Beim Elterngeld gibt es nur eine hohe Förderung, wenn mindestens eines der Elternteile bis zur Geburt gut verdient und dieses dann für ein Jahr zu Hause bleibt. In der Realität sind viele Familien dadurch spätestens beim zweiten oder weiteren Kindern schlechter gestellt, da in der Regel ein Elternteil zwischen dem 1. und den weiteren Kindern mangels Kinderbetreuungsplätzen nicht oder nur eingeschränkt arbeiten geht. Die Familie kann dann nur den Mindestsatz von 300 Euro/Monat für ein Jahr erwarten.

  • Beispiel 2:
    Vater Hilfsarbeiter, Mutter Friseurin (Teilzeit auf 400 Euro-Basis), Jahres- Familieneinkommen 16.000 Euro.

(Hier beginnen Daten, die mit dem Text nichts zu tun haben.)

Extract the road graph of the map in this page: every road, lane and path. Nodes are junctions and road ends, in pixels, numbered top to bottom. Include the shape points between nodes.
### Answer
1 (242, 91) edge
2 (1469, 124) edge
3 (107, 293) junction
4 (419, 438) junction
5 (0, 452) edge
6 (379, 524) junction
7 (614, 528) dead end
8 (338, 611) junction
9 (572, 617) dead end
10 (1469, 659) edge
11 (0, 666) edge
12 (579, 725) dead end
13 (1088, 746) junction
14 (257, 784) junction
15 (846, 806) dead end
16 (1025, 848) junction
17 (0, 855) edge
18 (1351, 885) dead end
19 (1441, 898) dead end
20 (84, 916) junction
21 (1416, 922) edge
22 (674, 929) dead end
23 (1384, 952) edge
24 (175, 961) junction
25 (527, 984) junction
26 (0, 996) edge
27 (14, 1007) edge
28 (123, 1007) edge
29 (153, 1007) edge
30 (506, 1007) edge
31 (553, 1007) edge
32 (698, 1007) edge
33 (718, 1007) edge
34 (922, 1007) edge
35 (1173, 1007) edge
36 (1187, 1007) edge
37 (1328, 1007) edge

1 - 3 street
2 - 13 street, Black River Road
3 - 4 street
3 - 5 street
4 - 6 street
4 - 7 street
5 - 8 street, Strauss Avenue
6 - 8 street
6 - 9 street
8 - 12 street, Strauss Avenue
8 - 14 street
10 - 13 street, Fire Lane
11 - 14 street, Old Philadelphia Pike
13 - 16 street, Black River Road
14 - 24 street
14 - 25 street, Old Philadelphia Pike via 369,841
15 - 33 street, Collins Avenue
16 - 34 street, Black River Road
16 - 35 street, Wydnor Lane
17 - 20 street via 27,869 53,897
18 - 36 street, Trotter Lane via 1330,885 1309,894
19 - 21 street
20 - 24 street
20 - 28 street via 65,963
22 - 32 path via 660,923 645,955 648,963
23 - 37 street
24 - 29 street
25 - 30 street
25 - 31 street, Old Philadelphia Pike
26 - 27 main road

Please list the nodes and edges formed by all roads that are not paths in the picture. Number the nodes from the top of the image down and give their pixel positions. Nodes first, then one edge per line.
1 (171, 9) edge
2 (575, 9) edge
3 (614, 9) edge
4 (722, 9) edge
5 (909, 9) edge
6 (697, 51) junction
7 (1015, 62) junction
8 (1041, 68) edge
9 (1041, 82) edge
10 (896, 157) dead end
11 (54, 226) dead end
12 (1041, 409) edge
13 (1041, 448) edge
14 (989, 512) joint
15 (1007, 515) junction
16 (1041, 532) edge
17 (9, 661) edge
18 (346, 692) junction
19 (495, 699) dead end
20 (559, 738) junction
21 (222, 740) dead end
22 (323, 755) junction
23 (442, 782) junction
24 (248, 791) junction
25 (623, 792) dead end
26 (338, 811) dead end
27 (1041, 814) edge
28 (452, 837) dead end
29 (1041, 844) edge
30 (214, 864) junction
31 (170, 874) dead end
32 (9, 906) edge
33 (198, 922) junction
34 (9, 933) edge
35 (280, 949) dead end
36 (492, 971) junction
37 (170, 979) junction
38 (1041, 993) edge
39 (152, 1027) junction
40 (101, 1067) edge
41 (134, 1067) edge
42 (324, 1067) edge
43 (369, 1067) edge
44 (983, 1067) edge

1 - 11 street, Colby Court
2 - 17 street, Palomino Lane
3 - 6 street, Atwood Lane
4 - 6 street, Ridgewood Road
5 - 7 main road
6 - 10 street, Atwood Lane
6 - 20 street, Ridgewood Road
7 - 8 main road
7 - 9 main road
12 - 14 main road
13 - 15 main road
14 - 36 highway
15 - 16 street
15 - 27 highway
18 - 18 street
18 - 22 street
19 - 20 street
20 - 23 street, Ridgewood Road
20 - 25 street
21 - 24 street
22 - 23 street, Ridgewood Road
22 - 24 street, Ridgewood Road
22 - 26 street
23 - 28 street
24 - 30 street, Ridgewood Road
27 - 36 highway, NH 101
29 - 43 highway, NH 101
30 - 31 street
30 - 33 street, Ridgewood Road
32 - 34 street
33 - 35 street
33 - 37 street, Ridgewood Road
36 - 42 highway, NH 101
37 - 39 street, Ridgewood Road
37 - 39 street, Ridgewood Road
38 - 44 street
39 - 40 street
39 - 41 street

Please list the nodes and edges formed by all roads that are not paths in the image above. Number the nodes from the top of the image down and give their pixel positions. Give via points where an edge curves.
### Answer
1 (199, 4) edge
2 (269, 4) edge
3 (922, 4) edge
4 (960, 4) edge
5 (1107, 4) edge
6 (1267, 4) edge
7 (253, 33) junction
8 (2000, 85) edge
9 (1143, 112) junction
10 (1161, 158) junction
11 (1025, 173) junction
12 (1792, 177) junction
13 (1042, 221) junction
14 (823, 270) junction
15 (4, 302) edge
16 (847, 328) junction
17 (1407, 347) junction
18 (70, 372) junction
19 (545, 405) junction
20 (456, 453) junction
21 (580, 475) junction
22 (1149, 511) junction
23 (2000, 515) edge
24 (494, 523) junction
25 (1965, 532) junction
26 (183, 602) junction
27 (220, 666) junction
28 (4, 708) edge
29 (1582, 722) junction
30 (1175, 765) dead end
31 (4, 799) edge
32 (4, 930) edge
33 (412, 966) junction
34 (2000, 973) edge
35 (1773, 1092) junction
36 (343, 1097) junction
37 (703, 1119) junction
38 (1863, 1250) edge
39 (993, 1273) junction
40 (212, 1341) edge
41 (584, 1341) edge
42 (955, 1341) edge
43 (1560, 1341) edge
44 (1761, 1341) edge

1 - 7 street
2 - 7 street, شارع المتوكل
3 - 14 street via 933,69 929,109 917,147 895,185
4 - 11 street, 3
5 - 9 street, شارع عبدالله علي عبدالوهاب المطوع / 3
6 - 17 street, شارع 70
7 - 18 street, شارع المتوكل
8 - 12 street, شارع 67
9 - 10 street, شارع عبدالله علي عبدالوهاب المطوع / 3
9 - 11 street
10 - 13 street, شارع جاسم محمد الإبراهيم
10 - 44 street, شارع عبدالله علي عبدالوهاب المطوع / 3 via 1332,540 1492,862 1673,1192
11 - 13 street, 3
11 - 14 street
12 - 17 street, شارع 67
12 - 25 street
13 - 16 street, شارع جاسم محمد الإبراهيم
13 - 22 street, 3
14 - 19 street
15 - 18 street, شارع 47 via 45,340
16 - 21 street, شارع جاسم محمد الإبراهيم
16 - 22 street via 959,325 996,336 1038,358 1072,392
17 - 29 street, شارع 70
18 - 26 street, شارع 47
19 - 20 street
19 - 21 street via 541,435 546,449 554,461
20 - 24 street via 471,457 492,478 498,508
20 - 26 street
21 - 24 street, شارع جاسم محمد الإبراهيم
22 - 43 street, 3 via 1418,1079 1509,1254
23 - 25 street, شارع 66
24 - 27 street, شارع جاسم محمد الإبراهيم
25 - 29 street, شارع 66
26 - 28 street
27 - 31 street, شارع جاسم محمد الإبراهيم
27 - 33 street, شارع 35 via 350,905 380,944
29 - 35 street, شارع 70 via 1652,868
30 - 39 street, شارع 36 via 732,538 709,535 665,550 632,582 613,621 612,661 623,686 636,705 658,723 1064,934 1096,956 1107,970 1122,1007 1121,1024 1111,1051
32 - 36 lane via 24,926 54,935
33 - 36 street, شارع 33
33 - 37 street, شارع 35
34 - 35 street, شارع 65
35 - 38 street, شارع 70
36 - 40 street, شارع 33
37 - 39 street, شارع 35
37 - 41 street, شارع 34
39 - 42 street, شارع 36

Die Eltern bekommen Zwillinge.
    Erziehungsgeld: 14.400 Euro
    Elterngeld: 4.200 Euro
    (14 Monate, wenn beide Elternteile das Kind betreuen)
    Differenz: -10.200 Euro

Das Erziehungsgeld wurde je Kind gezahlt, das Elterngeld dagegen nur je “Wurf”.

  • Beispiel 3:
    Vater Entwicklungsleiter, Mutter Unternehmensberaterin (Monatseinkommen 4.000 Euro), Jahres-Familieneinkommen 120.000 Euro.
    Erziehungsgeld: 0 Euro (Einkommenshöchstgrenze überschritten)
    Elterngeld: 21.600 Euro (12 Monate Höchstsatz)
    Differenz: +21.600 Euro

Familien, denen es finanziell  sowieso schon gut geht, werden durch das Elterngeld deutlich besser gestellt, ärmere Familien dagegen haben hohe Einbußen. Ist das sozial und gerecht, liebe Politiker? Ist das eine Reform, auf die man wirklich stolz sein kann???